### [What you are asked to do]
After locating the line that contains "Write the network" in the following entries, reproduce it and each later line exactly, including the last.

### [Supplied material]

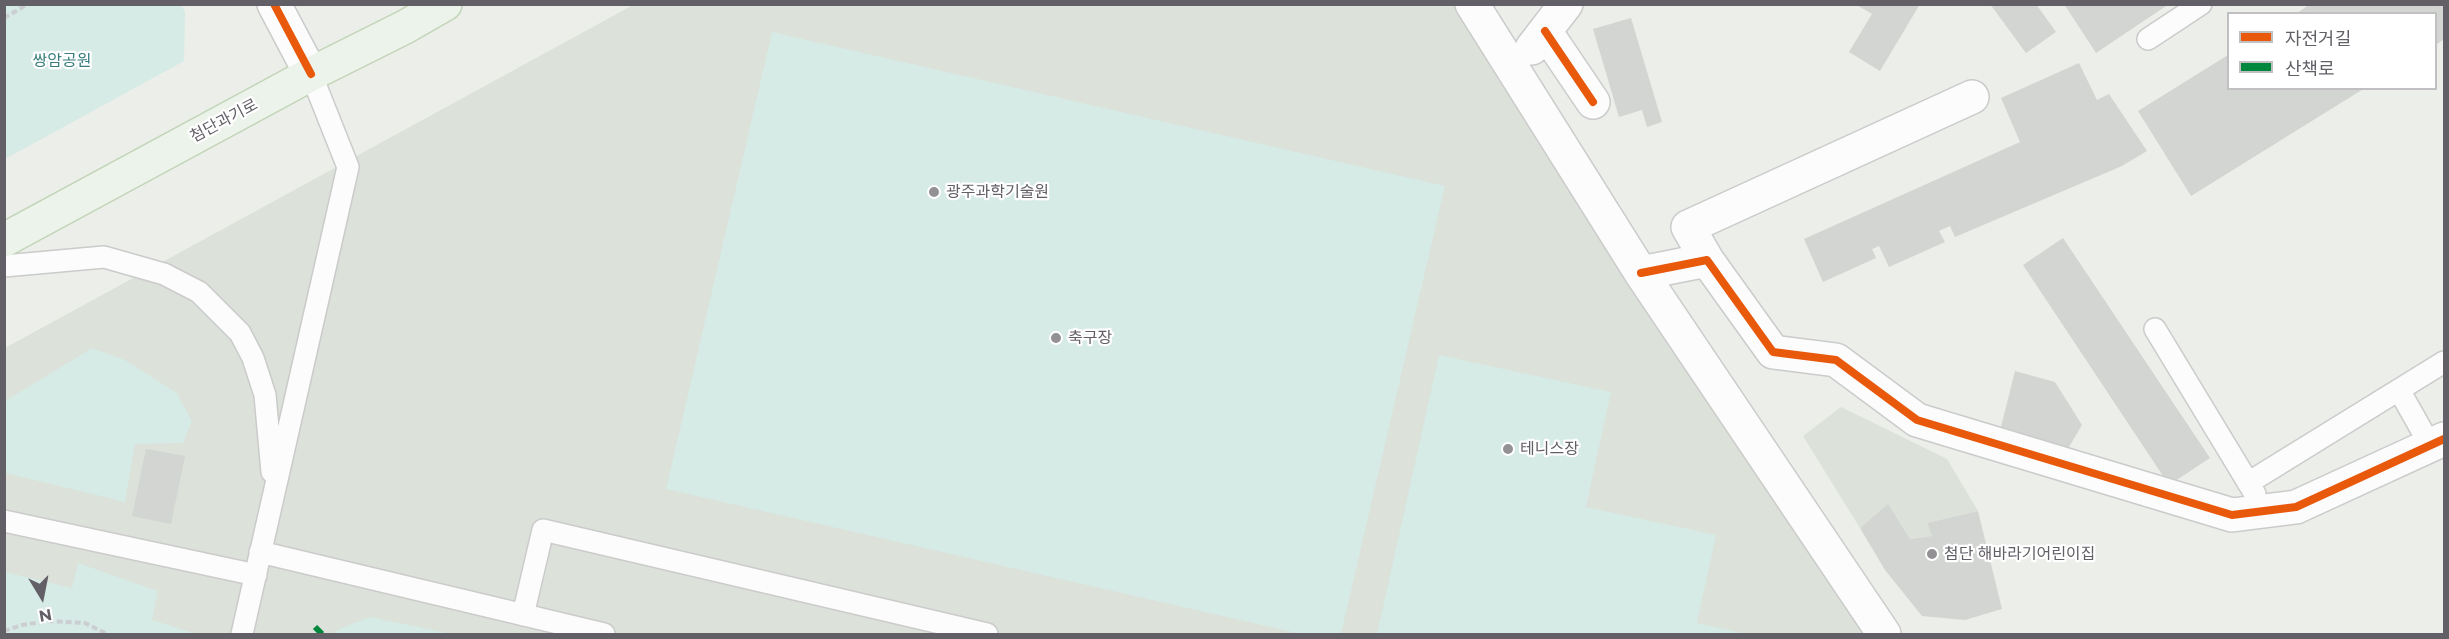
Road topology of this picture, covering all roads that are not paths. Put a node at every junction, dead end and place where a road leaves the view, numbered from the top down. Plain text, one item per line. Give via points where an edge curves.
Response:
1 (274, 4) edge
2 (445, 4) edge
3 (1472, 4) edge
4 (1566, 4) edge
5 (2201, 4) edge
6 (1545, 31) junction
7 (2148, 39) dead end
8 (1514, 71) junction
9 (311, 74) junction
10 (1972, 97) dead end
11 (1593, 102) dead end
12 (4, 240) edge
13 (1707, 260) junction
14 (4, 266) edge
15 (1641, 273) junction
16 (2155, 329) dead end
17 (2445, 362) edge
18 (2399, 390) junction
19 (2437, 442) edge
20 (274, 492) junction
21 (2256, 497) junction
22 (4, 521) edge
23 (260, 552) junction
24 (256, 575) junction
25 (523, 615) junction
26 (242, 634) edge
27 (604, 634) edge
28 (987, 634) edge
29 (1884, 634) edge

1 - 9 street
2 - 9 main road, 첨단과기로
3 - 8 street
4 - 6 street
5 - 7 lane
6 - 8 street
6 - 11 street
8 - 15 street
9 - 12 main road, 첨단과기로
9 - 20 lane via 348,167
10 - 13 street via 1688,227
13 - 15 street
13 - 21 street via 1773,352 1836,360 1917,420 2232,515
14 - 20 lane via 104,257 164,274 199,292 240,333 253,358 265,394
15 - 29 street
16 - 21 lane
17 - 18 lane
18 - 19 lane
18 - 21 lane
19 - 21 street via 2296,507
20 - 23 lane
22 - 24 lane
23 - 24 lane
23 - 25 lane
24 - 26 lane
25 - 27 lane
25 - 28 lane via 543,530

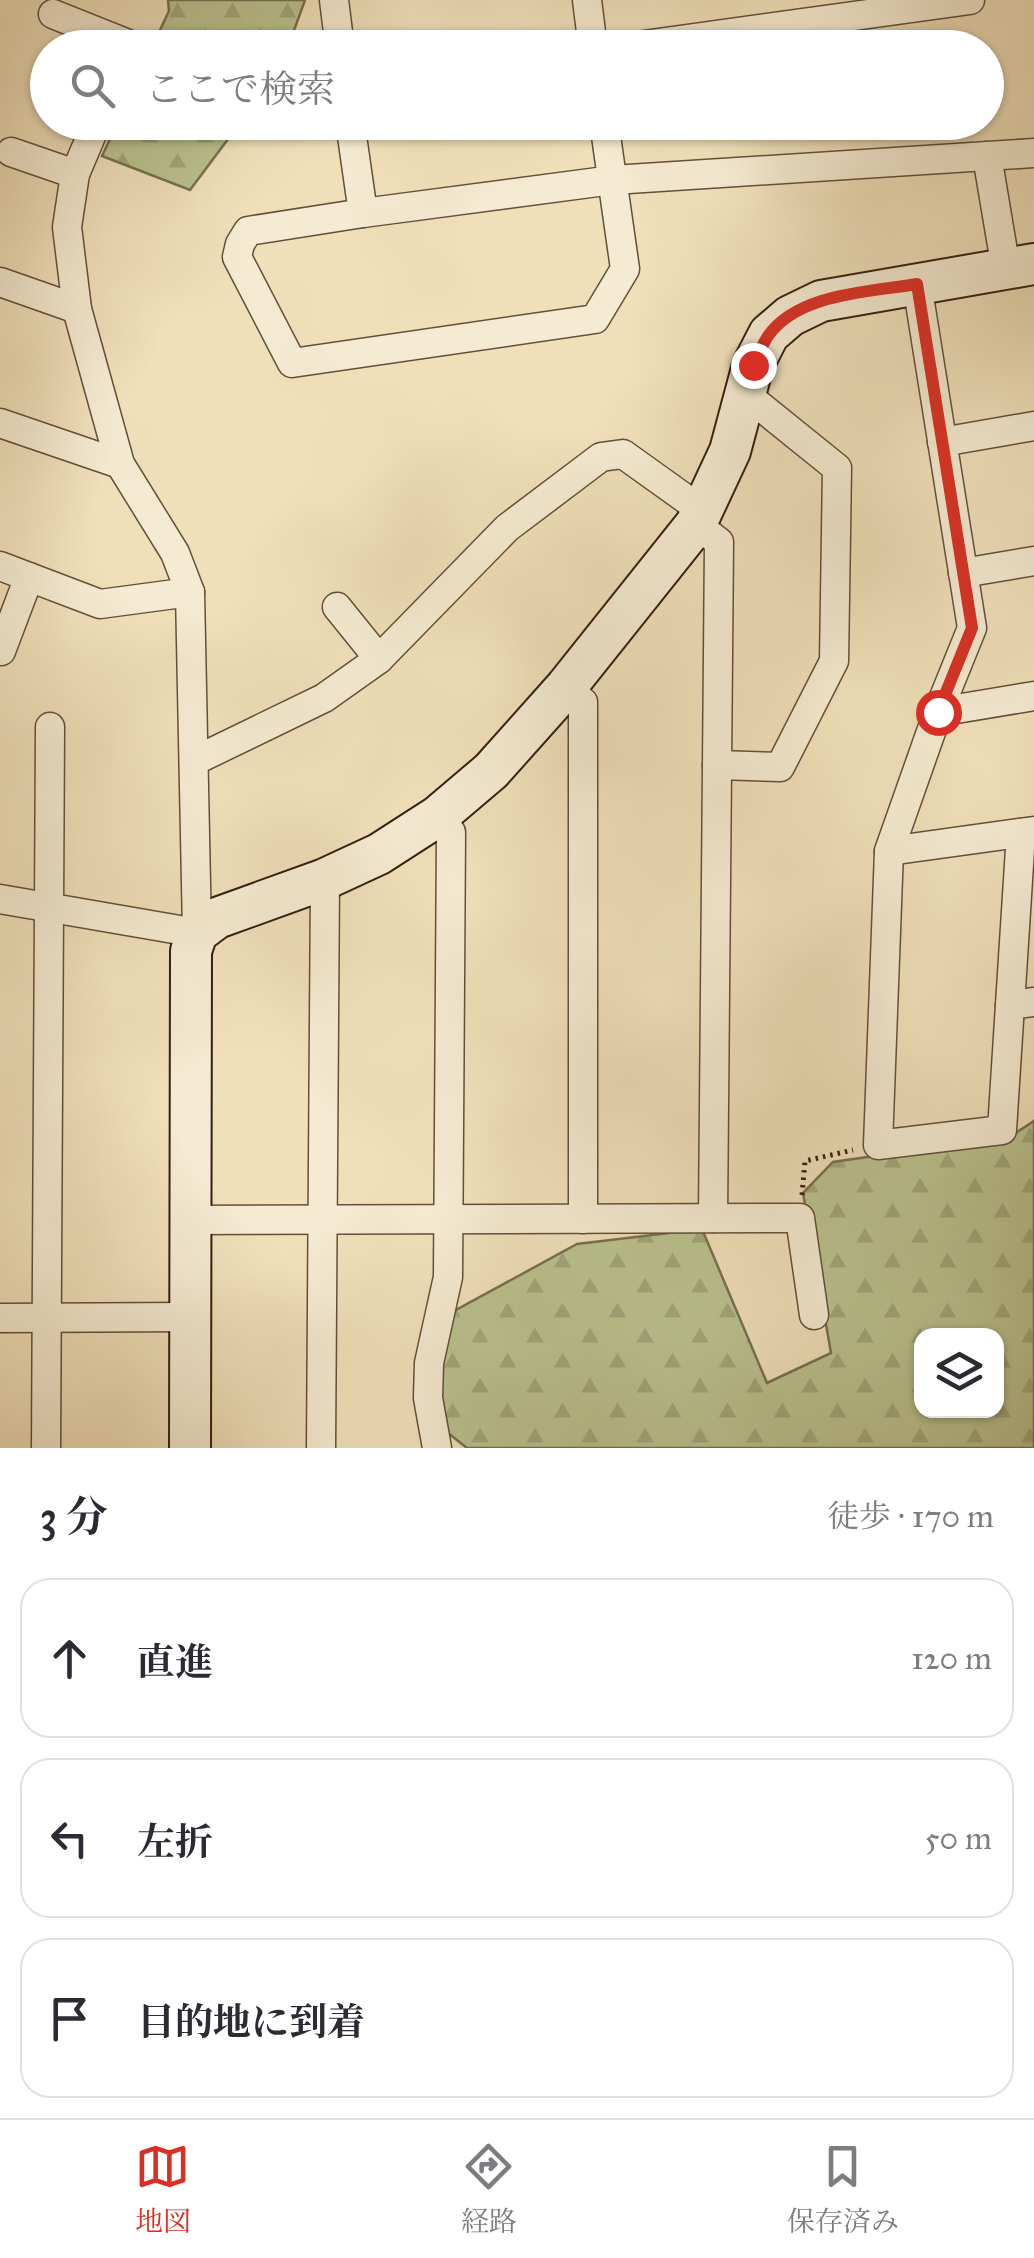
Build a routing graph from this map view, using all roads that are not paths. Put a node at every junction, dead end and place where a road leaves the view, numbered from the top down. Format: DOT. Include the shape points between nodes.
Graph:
graph roads {
  1 [pos="334,0"];
  2 [pos="587,0"];
  3 [pos="970,0"];
  4 [pos="53,14"];
  5 [pos="93,30"];
  6 [pos="338,30"];
  7 [pos="591,30"];
  8 [pos="752,30"];
  9 [pos="89,140"];
  10 [pos="353,140"];
  11 [pos="606,140"];
  12 [pos="11,152"];
  13 [pos="1034,153"];
  14 [pos="987,156"];
  15 [pos="74,174"];
  16 [pos="612,180"];
  17 [pos="364,212"];
  18 [pos="1020,266"];
  19 [pos="0,282"];
  20 [pos="917,284"];
  21 [pos="77,308"];
  22 [pos="744,394"];
  23 [pos="0,423"];
  24 [pos="1034,426"];
  25 [pos="942,442"];
  26 [pos="120,464"];
  27 [pos="700,518"];
  28 [pos="1034,562"];
  29 [pos="0,566"];
  30 [pos="963,573"];
  31 [pos="29,576"];
  32 [pos="190,592"];
  33 [pos="337,608"];
  34 [pos="1,651"];
  35 [pos="379,658"];
  36 [pos="566,688"];
  37 [pos="1034,696"];
  38 [pos="938,712"];
  39 [pos="50,727"];
  40 [pos="194,761"];
  41 [pos="717,765"];
  42 [pos="438,816"];
  43 [pos="1028,832"];
  44 [pos="890,852"];
  45 [pos="324,879"];
  46 [pos="0,899"];
  47 [pos="49,908"];
  48 [pos="197,934"];
  49 [pos="1022,1003"];
  50 [pos="714,1218"];
  51 [pos="448,1219"];
  52 [pos="583,1219"];
  53 [pos="191,1220"];
  54 [pos="322,1220"];
  55 [pos="814,1315"];
  56 [pos="192,1317"];
  57 [pos="0,1318"];
  58 [pos="47,1318"];
  59 [pos="46,1448"];
  60 [pos="190,1448"];
  61 [pos="321,1448"];
  62 [pos="437,1448"];
  1 -- 6 [label="street"];
  2 -- 7 [label="street"];
  3 -- 8 [label="street"];
  4 -- 5 [label="street"];
  9 -- 15 [label="street"];
  10 -- 17 [label="street"];
  11 -- 16 [label="street"];
  12 -- 15 [label="street"];
  13 -- 14 [label="street"];
  14 -- 16 [label="street"];
  14 -- 18 [label="street"];
  15 -- 21 [label="street" via="67,227"];
  16 -- 17 [label="street"];
  16 -- 17 [label="street" via="625,270 596,319 292,363 237,257 240,244 248,232"];
  18 -- 20 [label="street"];
  19 -- 21 [label="street"];
  20 -- 22 [label="street" via="821,301 790,316 769,334"];
  20 -- 25 [label="street"];
  21 -- 26 [label="street"];
  22 -- 27 [label="street" via="730,451"];
  22 -- 41 [label="street" via="837,468 834,661 780,767"];
  23 -- 26 [label="street"];
  24 -- 25 [label="street"];
  25 -- 30 [label="street"];
  26 -- 32 [label="street" via="175,553"];
  27 -- 35 [label="street" via="623,454 601,456 507,528"];
  27 -- 36 [label="street"];
  27 -- 41 [label="street" via="719,542"];
  28 -- 30 [label="street"];
  29 -- 31 [label="street"];
  30 -- 38 [label="street" via="972,628"];
  31 -- 32 [label="street" via="100,604"];
  31 -- 34 [label="street"];
  32 -- 40 [label="street"];
  33 -- 35 [label="street"];
  35 -- 40 [label="street" via="324,698"];
  36 -- 42 [label="street"];
  36 -- 52 [label="street" via="583,702"];
  37 -- 38 [label="street"];
  38 -- 44 [label="street"];
  39 -- 47 [label="street"];
  40 -- 48 [label="street"];
  41 -- 50 [label="street"];
  42 -- 45 [label="street"];
  42 -- 51 [label="street" via="451,832"];
  43 -- 44 [label="street"];
  43 -- 49 [label="street"];
  44 -- 49 [label="street" via="878,1145 1002,1130"];
  45 -- 48 [label="street" via="217,918"];
  45 -- 54 [label="street"];
  46 -- 47 [label="street"];
  47 -- 48 [label="street"];
  47 -- 58 [label="street"];
  48 -- 53 [label="street" via="191,951"];
  50 -- 52 [label="street"];
  50 -- 55 [label="street" via="800,1218"];
  51 -- 52 [label="street"];
  51 -- 54 [label="street"];
  51 -- 62 [label="street" via="448,1277 428,1380"];
  53 -- 54 [label="street"];
  53 -- 56 [label="street"];
  54 -- 61 [label="street"];
  56 -- 58 [label="street"];
  56 -- 60 [label="street"];
  57 -- 58 [label="street"];
  58 -- 59 [label="street"];
}
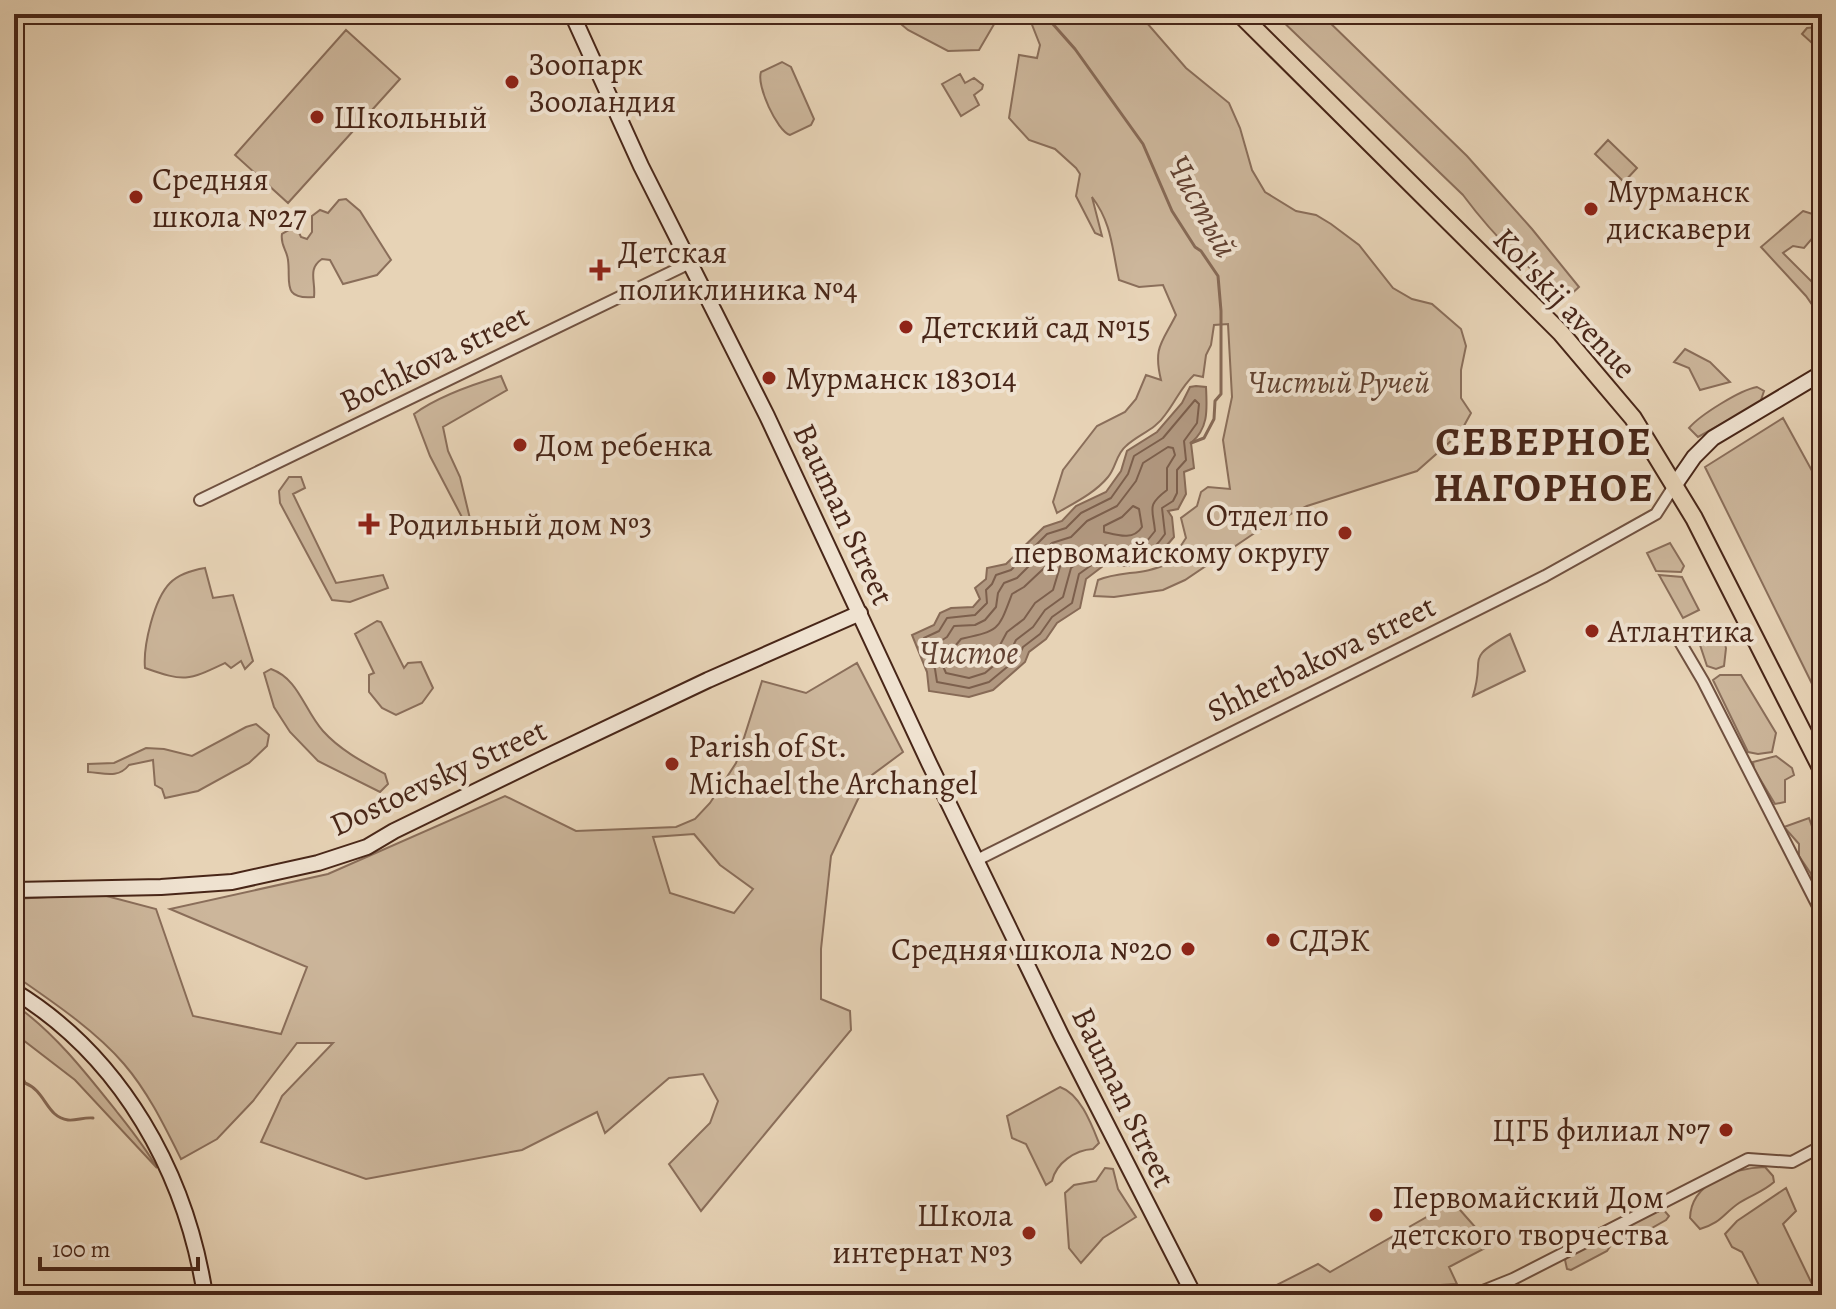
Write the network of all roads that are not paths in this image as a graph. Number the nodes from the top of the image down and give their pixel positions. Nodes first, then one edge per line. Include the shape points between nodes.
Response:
1 (572, 14) edge
2 (1240, 14) edge
3 (690, 263) junction
4 (1822, 373) edge
5 (1674, 486) junction
6 (200, 500) dead end
7 (860, 613) junction
8 (1680, 642) dead end
9 (1822, 770) edge
10 (977, 860) junction
11 (14, 890) edge
12 (1822, 914) edge
13 (14, 991) edge
14 (1822, 1146) edge
15 (205, 1295) edge
16 (1194, 1295) edge
17 (1473, 1295) edge

1 - 3 street, Bauman Street
2 - 5 main road, Kol'skij avenue via 1565,337 1633,418
3 - 6 street, Bochkova street
3 - 7 street, Bauman Street
4 - 5 street via 1713,438
5 - 9 main road, Kol'skij avenue
5 - 10 street, Shherbakova street via 1656,514 1545,576
7 - 10 street, Bauman Street
7 - 11 street, Dostoevsky Street via 708,680 367,847 232,882
8 - 12 street
10 - 16 street, Bauman Street
13 - 15 street via 83,1047 147,1125 181,1200
14 - 17 street via 1792,1162 1748,1159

### [Task result]
Write the network of all roads that are not paths in this image as a graph. Number the nodes from the top of the image down and give their pixel positions. Nodes first, then one edge per line. Include the shape points between nodes.
Response:
1 (572, 14) edge
2 (1240, 14) edge
3 (690, 263) junction
4 (1822, 373) edge
5 (1674, 486) junction
6 (200, 500) dead end
7 (860, 613) junction
8 (1680, 642) dead end
9 (1822, 770) edge
10 (977, 860) junction
11 (14, 890) edge
12 (1822, 914) edge
13 (14, 991) edge
14 (1822, 1146) edge
15 (205, 1295) edge
16 (1194, 1295) edge
17 (1473, 1295) edge

1 - 3 street, Bauman Street
2 - 5 main road, Kol'skij avenue via 1565,337 1633,418
3 - 6 street, Bochkova street
3 - 7 street, Bauman Street
4 - 5 street via 1713,438
5 - 9 main road, Kol'skij avenue
5 - 10 street, Shherbakova street via 1656,514 1545,576
7 - 10 street, Bauman Street
7 - 11 street, Dostoevsky Street via 708,680 367,847 232,882
8 - 12 street
10 - 16 street, Bauman Street
13 - 15 street via 83,1047 147,1125 181,1200
14 - 17 street via 1792,1162 1748,1159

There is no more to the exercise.